National park in Zavkhan, Mongolia

Tarvagatai Nuruu National Park (Тарвагатай Нуруу) covers the southwestern sector of the Tarvagatai Range of the Khangai Mountains in Zavkhan Province, Mongolia. The park is remote, protecting a transition zone between semi-arid steppe to the south and coniferous forests on the northern slope of the range. A large fire burned a significant part of the park in 2002, including 800 km2 of forest, mostly larch and siberian pine. The park is located about 60 km northeast of Uliastai, in the eastern region of Zavkhan Province.

==Topography==
The park stretches in a northeastern direction for 100 km from the northern base of Otgontenger, the highest mountain in the Khangai Mountains. The terrain is mountainous, with an average elevation of 2,200 to 3,200 meters. The ridges are relatively flat on top, with steep southern slopes and wide, glacially formed valleys.

==Climate and ecoregion==
The climate of the area is Cold semi-arid climate (Köppen climate classification (BSk)). This climate is characteristic of steppe climates intermediary between desert humid climates, and typically have precipitation is above evapotranspiration.
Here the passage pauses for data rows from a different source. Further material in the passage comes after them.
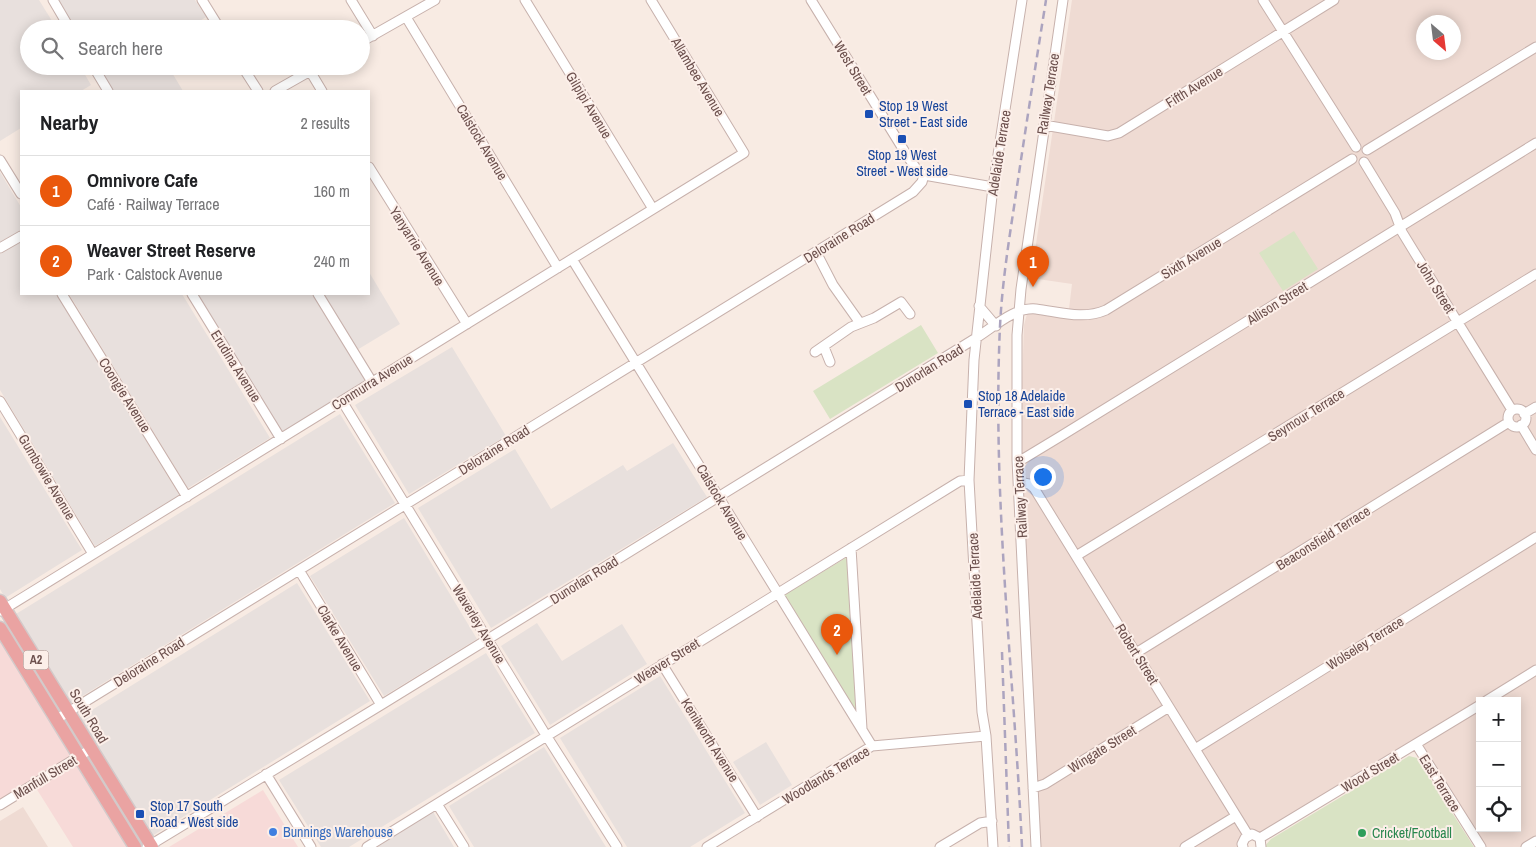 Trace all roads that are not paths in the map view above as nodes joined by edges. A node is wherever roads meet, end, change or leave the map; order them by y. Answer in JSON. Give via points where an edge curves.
{"nodes":[{"id":1,"x":52,"y":0,"type":"edge"},
{"id":2,"x":202,"y":0,"type":"edge"},
{"id":3,"x":351,"y":0,"type":"edge"},
{"id":4,"x":435,"y":0,"type":"edge"},
{"id":5,"x":525,"y":0,"type":"edge"},
{"id":6,"x":651,"y":0,"type":"edge"},
{"id":7,"x":812,"y":0,"type":"edge"},
{"id":8,"x":1022,"y":0,"type":"edge"},
{"id":9,"x":1063,"y":0,"type":"edge"},
{"id":10,"x":1263,"y":0,"type":"edge"},
{"id":11,"x":1334,"y":0,"type":"edge"},
{"id":12,"x":406,"y":16,"type":"junction"},
{"id":13,"x":64,"y":20,"type":"edge"},
{"id":14,"x":214,"y":20,"type":"edge"},
{"id":15,"x":363,"y":20,"type":"edge"},
{"id":16,"x":1282,"y":32,"type":"junction"},
{"id":17,"x":370,"y":33,"type":"edge"},
{"id":18,"x":372,"y":36,"type":"joint"},
{"id":19,"x":1536,"y":47,"type":"edge"},
{"id":20,"x":98,"y":75,"type":"edge"},
{"id":21,"x":248,"y":75,"type":"edge"},
{"id":22,"x":303,"y":75,"type":"edge"},
{"id":23,"x":312,"y":75,"type":"edge"},
{"id":24,"x":107,"y":90,"type":"edge"},
{"id":25,"x":257,"y":90,"type":"edge"},
{"id":26,"x":277,"y":90,"type":"edge"},
{"id":27,"x":321,"y":90,"type":"edge"},
{"id":28,"x":1044,"y":125,"type":"junction"},
{"id":29,"x":1536,"y":143,"type":"edge"},
{"id":30,"x":1356,"y":147,"type":"junction"},
{"id":31,"x":1367,"y":150,"type":"junction"},
{"id":32,"x":744,"y":153,"type":"joint"},
{"id":33,"x":1352,"y":159,"type":"junction"},
{"id":34,"x":0,"y":160,"type":"edge"},
{"id":35,"x":1364,"y":162,"type":"junction"},
{"id":36,"x":370,"y":169,"type":"edge"},
{"id":37,"x":924,"y":175,"type":"junction"},
{"id":38,"x":993,"y":187,"type":"junction"},
{"id":39,"x":20,"y":192,"type":"edge"},
{"id":40,"x":653,"y":210,"type":"junction"},
{"id":41,"x":1401,"y":227,"type":"junction"},
{"id":42,"x":20,"y":237,"type":"edge"},
{"id":43,"x":0,"y":248,"type":"edge"},
{"id":44,"x":816,"y":252,"type":"junction"},
{"id":45,"x":572,"y":259,"type":"junction"},
{"id":46,"x":558,"y":268,"type":"junction"},
{"id":47,"x":1536,"y":274,"type":"edge"},
{"id":48,"x":63,"y":295,"type":"edge"},
{"id":49,"x":193,"y":295,"type":"edge"},
{"id":50,"x":319,"y":295,"type":"edge"},
{"id":51,"x":979,"y":306,"type":"junction"},
{"id":52,"x":1019,"y":311,"type":"junction"},
{"id":53,"x":910,"y":314,"type":"dead end"},
{"id":54,"x":1457,"y":322,"type":"junction"},
{"id":55,"x":466,"y":324,"type":"junction"},
{"id":56,"x":860,"y":324,"type":"junction"},
{"id":57,"x":996,"y":326,"type":"junction"},
{"id":58,"x":976,"y":338,"type":"junction"},
{"id":59,"x":824,"y":347,"type":"junction"},
{"id":60,"x":815,"y":352,"type":"dead end"},
{"id":61,"x":636,"y":362,"type":"junction"},
{"id":62,"x":830,"y":362,"type":"dead end"},
{"id":63,"x":372,"y":382,"type":"junction"},
{"id":64,"x":342,"y":400,"type":"junction"},
{"id":65,"x":0,"y":401,"type":"edge"},
{"id":66,"x":1536,"y":407,"type":"edge"},
{"id":67,"x":1512,"y":410,"type":"junction"},
{"id":68,"x":1524,"y":414,"type":"junction"},
{"id":69,"x":1509,"y":422,"type":"junction"},
{"id":70,"x":1521,"y":425,"type":"junction"},
{"id":71,"x":281,"y":439,"type":"junction"},
{"id":72,"x":1536,"y":450,"type":"edge"},
{"id":73,"x":1017,"y":460,"type":"junction"},
{"id":74,"x":970,"y":480,"type":"junction"},
{"id":75,"x":1019,"y":482,"type":"junction"},
{"id":76,"x":187,"y":497,"type":"junction"},
{"id":77,"x":719,"y":497,"type":"junction"},
{"id":78,"x":407,"y":504,"type":"junction"},
{"id":79,"x":1536,"y":537,"type":"edge"},
{"id":80,"x":851,"y":548,"type":"junction"},
{"id":81,"x":93,"y":554,"type":"junction"},
{"id":82,"x":1076,"y":556,"type":"junction"},
{"id":83,"x":299,"y":570,"type":"junction"},
{"id":84,"x":777,"y":593,"type":"junction"},
{"id":85,"x":2,"y":607,"type":"edge"},
{"id":86,"x":0,"y":628,"type":"edge"},
{"id":87,"x":488,"y":639,"type":"junction"},
{"id":88,"x":1136,"y":653,"type":"junction"},
{"id":89,"x":662,"y":664,"type":"junction"},
{"id":90,"x":1536,"y":670,"type":"edge"},
{"id":91,"x":1492,"y":697,"type":"edge"},
{"id":92,"x":381,"y":705,"type":"junction"},
{"id":93,"x":1169,"y":707,"type":"junction"},
{"id":94,"x":1476,"y":707,"type":"edge"},
{"id":95,"x":68,"y":712,"type":"junction"},
{"id":96,"x":57,"y":719,"type":"junction"},
{"id":97,"x":862,"y":731,"type":"junction"},
{"id":98,"x":547,"y":736,"type":"junction"},
{"id":99,"x":986,"y":736,"type":"junction"},
{"id":100,"x":1416,"y":744,"type":"junction"},
{"id":101,"x":872,"y":746,"type":"junction"},
{"id":102,"x":91,"y":749,"type":"junction"},
{"id":103,"x":1195,"y":749,"type":"junction"},
{"id":104,"x":79,"y":756,"type":"junction"},
{"id":105,"x":266,"y":774,"type":"junction"},
{"id":106,"x":1033,"y":788,"type":"junction"},
{"id":107,"x":437,"y":804,"type":"junction"},
{"id":108,"x":0,"y":805,"type":"edge"},
{"id":109,"x":1236,"y":816,"type":"junction"},
{"id":110,"x":757,"y":817,"type":"junction"},
{"id":111,"x":992,"y":820,"type":"junction"},
{"id":112,"x":1248,"y":835,"type":"junction"},
{"id":113,"x":1536,"y":841,"type":"edge"},
{"id":114,"x":1261,"y":843,"type":"edge"},
{"id":115,"x":150,"y":846,"type":"edge"},
{"id":116,"x":134,"y":847,"type":"edge"},
{"id":117,"x":311,"y":847,"type":"edge"},
{"id":118,"x":367,"y":847,"type":"edge"},
{"id":119,"x":464,"y":847,"type":"edge"},
{"id":120,"x":617,"y":847,"type":"edge"},
{"id":121,"x":707,"y":847,"type":"edge"},
{"id":122,"x":940,"y":847,"type":"edge"},
{"id":123,"x":993,"y":847,"type":"edge"},
{"id":124,"x":1036,"y":847,"type":"edge"},
{"id":125,"x":1185,"y":847,"type":"edge"},
{"id":126,"x":1243,"y":847,"type":"edge"},
{"id":127,"x":1480,"y":847,"type":"edge"},
{"id":128,"x":1526,"y":847,"type":"edge"}],
"edges":[{"from":1,"to":13,"type":"street"},
{"from":2,"to":14,"type":"street"},
{"from":3,"to":15,"type":"street"},
{"from":4,"to":12,"type":"street"},
{"from":5,"to":40,"type":"street","name":"Gilpipi Avenue"},
{"from":6,"to":32,"type":"street","name":"Allambee Avenue"},
{"from":7,"to":37,"type":"street","name":"West Street","via":[[908,157]]},
{"from":8,"to":38,"type":"street","name":"Adelaide Terrace"},
{"from":9,"to":28,"type":"street","name":"Railway Terrace"},
{"from":10,"to":16,"type":"street"},
{"from":11,"to":16,"type":"street","name":"Fifth Avenue"},
{"from":12,"to":18,"type":"street"},
{"from":12,"to":46,"type":"street","name":"Calstock Avenue"},
{"from":16,"to":28,"type":"street","name":"Fifth Avenue","via":[[1119,133],[1108,136]]},
{"from":16,"to":30,"type":"street"},
{"from":17,"to":18,"type":"street"},
{"from":19,"to":31,"type":"street"},
{"from":20,"to":24,"type":"street"},
{"from":21,"to":25,"type":"street"},
{"from":22,"to":26,"type":"street"},
{"from":23,"to":27,"type":"street"},
{"from":28,"to":52,"type":"street","name":"Railway Terrace"},
{"from":29,"to":41,"type":"street","name":"Allison Street"},
{"from":30,"to":31,"type":"street","via":[[1362,146]]},
{"from":30,"to":33,"type":"street","via":[[1351,152]]},
{"from":31,"to":35,"type":"street"},
{"from":32,"to":40,"type":"street","name":"Conmurra Avenue"},
{"from":33,"to":35,"type":"street","via":[[1357,163]]},
{"from":33,"to":52,"type":"street","name":"Sixth Avenue","via":[[1106,310],[1085,316],[1036,308]]},
{"from":34,"to":39,"type":"street"},
{"from":35,"to":41,"type":"street","name":"John Street"},
{"from":36,"to":55,"type":"street","name":"Yanyarrie Avenue"},
{"from":37,"to":38,"type":"street"},
{"from":37,"to":44,"type":"street","name":"Deloraine Road","via":[[913,192]]},
{"from":38,"to":51,"type":"street","name":"Adelaide Terrace"},
{"from":40,"to":45,"type":"street","name":"Conmurra Avenue"},
{"from":41,"to":54,"type":"street","name":"John Street"},
{"from":41,"to":73,"type":"street","name":"Allison Street"},
{"from":42,"to":43,"type":"street"},
{"from":44,"to":56,"type":"street","via":[[833,285]]},
{"from":44,"to":61,"type":"street","name":"Deloraine Road"},
{"from":45,"to":46,"type":"street","name":"Conmurra Avenue"},
{"from":45,"to":61,"type":"street","name":"Calstock Avenue"},
{"from":46,"to":55,"type":"street","name":"Conmurra Avenue"},
{"from":47,"to":54,"type":"street","name":"Seymour Terrace"},
{"from":48,"to":76,"type":"street","name":"Coongie Avenue"},
{"from":49,"to":71,"type":"street","name":"Erudina Avenue"},
{"from":50,"to":63,"type":"street"},
{"from":51,"to":57,"type":"street"},
{"from":51,"to":58,"type":"street","name":"Adelaide Terrace"},
{"from":52,"to":57,"type":"street","name":"Dunorlan Road"},
{"from":52,"to":73,"type":"street","name":"Railway Terrace"},
{"from":53,"to":56,"type":"street","via":[[901,302]]},
{"from":54,"to":67,"type":"street","name":"John Street"},
{"from":54,"to":82,"type":"street","name":"Seymour Terrace"},
{"from":55,"to":63,"type":"street","name":"Conmurra Avenue"},
{"from":56,"to":59,"type":"street"},
{"from":57,"to":58,"type":"street","name":"Dunorlan Road"},
{"from":58,"to":74,"type":"street","name":"Adelaide Terrace"},
{"from":58,"to":77,"type":"street","name":"Dunorlan Road"},
{"from":59,"to":60,"type":"street"},
{"from":59,"to":62,"type":"street"},
{"from":61,"to":77,"type":"street","name":"Calstock Avenue"},
{"from":61,"to":78,"type":"street","name":"Deloraine Road"},
{"from":63,"to":64,"type":"street","name":"Conmurra Avenue"},
{"from":64,"to":71,"type":"street","name":"Conmurra Avenue"},
{"from":64,"to":78,"type":"street","name":"Waverley Avenue"},
{"from":65,"to":81,"type":"street","name":"Gumbowie Avenue"},
{"from":66,"to":68,"type":"street"},
{"from":67,"to":68,"type":"street","via":[[1519,409]]},
{"from":67,"to":69,"type":"street","via":[[1508,415]]},
{"from":68,"to":70,"type":"street","via":[[1525,420]]},
{"from":69,"to":70,"type":"street","via":[[1514,426]]},
{"from":69,"to":88,"type":"street","name":"Beaconsfield Terrace"},
{"from":70,"to":72,"type":"street"},
{"from":71,"to":76,"type":"street","name":"Conmurra Avenue"},
{"from":73,"to":75,"type":"street","name":"Railway Terrace"},
{"from":74,"to":80,"type":"street","name":"Weaver Street","via":[[960,481]]},
{"from":74,"to":99,"type":"street","name":"Adelaide Terrace"},
{"from":75,"to":82,"type":"street","name":"Robert Street","via":[[1034,488]]},
{"from":75,"to":106,"type":"street","name":"Railway Terrace"},
{"from":76,"to":81,"type":"street","name":"Conmurra Avenue"},
{"from":77,"to":84,"type":"street","name":"Calstock Avenue"},
{"from":77,"to":87,"type":"street","name":"Dunorlan Road"},
{"from":78,"to":83,"type":"street","name":"Deloraine Road"},
{"from":78,"to":87,"type":"street","name":"Waverley Avenue"},
{"from":79,"to":103,"type":"street","name":"Wolseley Terrace"},
{"from":80,"to":84,"type":"street","name":"Weaver Street"},
{"from":80,"to":97,"type":"street"},
{"from":81,"to":85,"type":"street","name":"Conmurra Avenue"},
{"from":82,"to":88,"type":"street","name":"Robert Street"},
{"from":83,"to":92,"type":"street","name":"Clarke Avenue"},
{"from":83,"to":95,"type":"street","name":"Deloraine Road"},
{"from":84,"to":89,"type":"street","name":"Weaver Street"},
{"from":84,"to":97,"type":"street","name":"Calstock Avenue"},
{"from":85,"to":95,"type":"highway","name":"South Road","number":"A2"},
{"from":86,"to":96,"type":"highway","number":"A2"},
{"from":87,"to":92,"type":"street","name":"Dunorlan Road"},
{"from":87,"to":98,"type":"street","name":"Waverley Avenue"},
{"from":88,"to":93,"type":"street","name":"Robert Street"},
{"from":89,"to":98,"type":"street","name":"Weaver Street"},
{"from":89,"to":110,"type":"street","name":"Kenilworth Avenue"},
{"from":90,"to":91,"type":"street"},
{"from":92,"to":105,"type":"street","name":"Dunorlan Road"},
{"from":93,"to":103,"type":"street","name":"Robert Street"},
{"from":93,"to":106,"type":"street","name":"Wingate Street","via":[[1047,783]]},
{"from":94,"to":100,"type":"street","name":"Wood Street"},
{"from":95,"to":96,"type":"street","name":"Deloraine Road"},
{"from":95,"to":102,"type":"highway","name":"South Road","number":"A2"},
{"from":96,"to":104,"type":"highway","number":"A2"},
{"from":97,"to":101,"type":"street","name":"Calstock Avenue"},
{"from":98,"to":107,"type":"street","name":"Weaver Street"},
{"from":98,"to":120,"type":"street","name":"Waverley Avenue"},
{"from":99,"to":101,"type":"street","name":"Woodlands Terrace"},
{"from":99,"to":111,"type":"street","name":"Adelaide Terrace"},
{"from":100,"to":114,"type":"street","name":"Wood Street"},
{"from":100,"to":127,"type":"street","name":"East Terrace"},
{"from":101,"to":110,"type":"street","name":"Woodlands Terrace"},
{"from":102,"to":104,"type":"street","name":"Manfull Street"},
{"from":102,"to":115,"type":"highway","name":"South Road","number":"A2"},
{"from":103,"to":109,"type":"street","name":"Robert Street"},
{"from":104,"to":108,"type":"street","name":"Manfull Street"},
{"from":104,"to":116,"type":"highway","number":"A2"},
{"from":105,"to":115,"type":"street","name":"Dunorlan Road"},
{"from":105,"to":117,"type":"street"},
{"from":106,"to":124,"type":"street","name":"Railway Terrace"},
{"from":107,"to":118,"type":"street","name":"Weaver Street"},
{"from":107,"to":119,"type":"street"},
{"from":109,"to":112,"type":"street","name":"Robert Street"},
{"from":109,"to":125,"type":"street"},
{"from":110,"to":121,"type":"street","name":"Woodlands Terrace"},
{"from":111,"to":122,"type":"street","via":[[980,823]]},
{"from":111,"to":123,"type":"street","name":"Adelaide Terrace"},
{"from":112,"to":114,"type":"street","via":[[1255,834]]},
{"from":112,"to":126,"type":"street","via":[[1243,840]]},
{"from":113,"to":128,"type":"street"}]}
At least one month averages below 0 C.

==Flora and fauna==
Biodiversity in the park is high due to the different floral zones. Altitude zones that rise from grassland in the valleys through forested northern slopes to alpine tundra at the highest elevations. Climatic zones also differ based on the aspect of slopes, their varying exposure to wind, sun and evaporation, and the varying areas of glacial and volcanic terrain. The southern-facing steppe areas are about 70% covered with grasses - Alpine oatgrass (Helictotrichon, Hawkweed (Hieracium), Tundra fescue (Festuca) and others, and sedges such as Wide-leaf low sedge (Carex pediformis). The trees in the forested areas are mostly Larch (Larix sibirica) and Siberian pine (Pinus sibirica).